Extended Cerebral Infarction Due to Preoperative Free-Floating Thrombus in Right Internal Carotid Artery Complicated with Acute Type-A Aortic Dissection
Satoshi Yamashiro*, Ryoko Arakaki, Yuya Kise, Hitoshi Inafuku and Yukio Kuniyoshi
Department of Thoracic and Cardiovascular Surgery, Ryukyu University Hospital, Okinawa, Japan
- *Corresponding Author:
- Satoshi Yamashiro MD, PhD
Department of Thoracic and
Ryukyu University Hospital
207 Uehara, Nishihara
Nakagami, Okinawa 903-0215, Japan
Tel: (+81)-98-895-1168 Fax: (+81)-98-895-1422
E-mail: [email protected]
Received Date: December 19, 2013; Accepted Date: January 23, 2014; Published Date: January 25, 2014
Citation: Yamashiro S, Arakaki R, Kise Y, Inafuku H, Kuniyoshi Y (2014) Extended Cerebral Infarction Due to Preoperative Free-Floating Thrombus in Right Internal Carotid Artery Complicated with Acute Type-A Aortic Dissection. J Vasc Med Surg 2:126. doi: 10.4172/2329-6925.1000126
Copyright: © 2014 Yamashiro S, et al. This is an open-access article distributed under the terms of the Creative Commons Attribution License, which permits unrestricted use, distribution, and reproduction in any medium, provided the original author and source are credited.

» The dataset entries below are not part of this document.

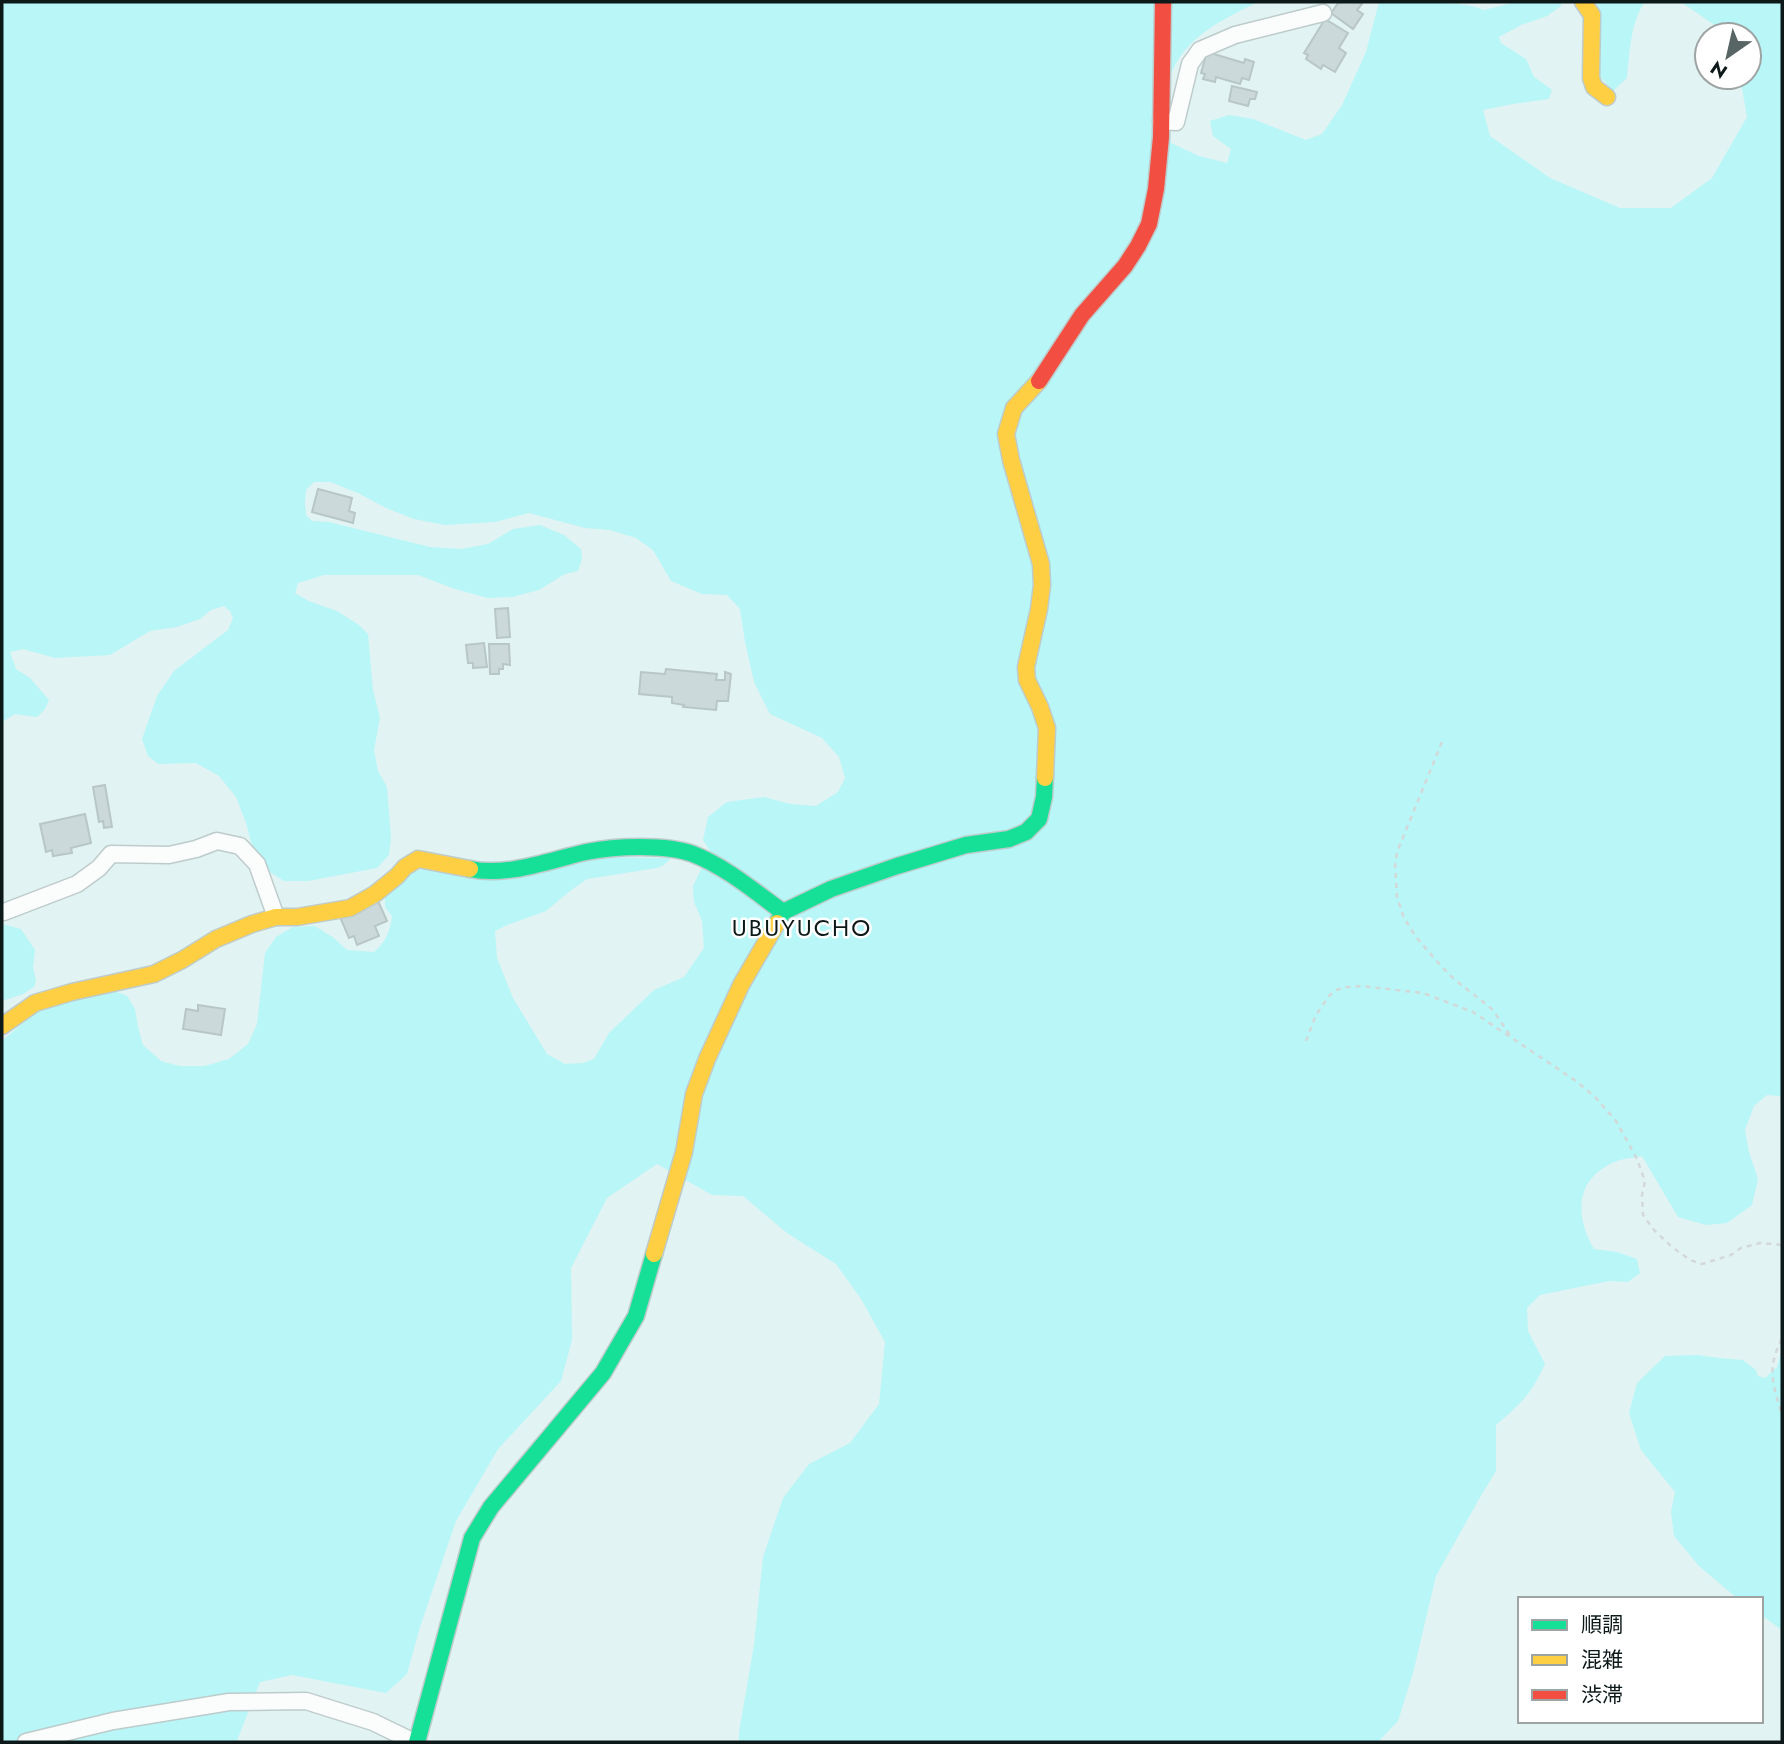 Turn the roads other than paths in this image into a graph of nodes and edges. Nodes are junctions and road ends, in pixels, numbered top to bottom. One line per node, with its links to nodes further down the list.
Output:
1 (1163, 2): 5 (street)
2 (1583, 2): 4 (street)
3 (1323, 13): 5 (street)
4 (1607, 97)
5 (1161, 121): 7 (street)
6 (4, 912): 8 (street)
7 (783, 912): 8 (street); 11 (street)
8 (276, 918): 9 (street)
9 (2, 1026)
10 (26, 1742): 11 (street)
11 (416, 1742)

A 59-year-old man, who has cutaneous polyarteritis nodosa, presented with sudden onset of excruciating neck pain and syncope. Chest CT disclosed a Stanford type a acute aortic dissection. He rapidly lost consciousness and cardiac tamponade caused a drop in blood pressure. Emergency ascending aortic replacement proceeded under deep hypothermic circulatory arrest with antegrade selective cerebral perfusion and the cerebral blood supply was monitored throughout the procedure. However, post-operative brain CT imaging revealed extensive right hemispheric brain infarction. A large thrombus was identified in the right internal carotid artery. Whether the mechanism of brain ischemia associated with the aortic dissection was hemodynamic ischemia or thromboembolism remained unclear. We considered that thrombectomy might be needed before selective cerebral perfusion.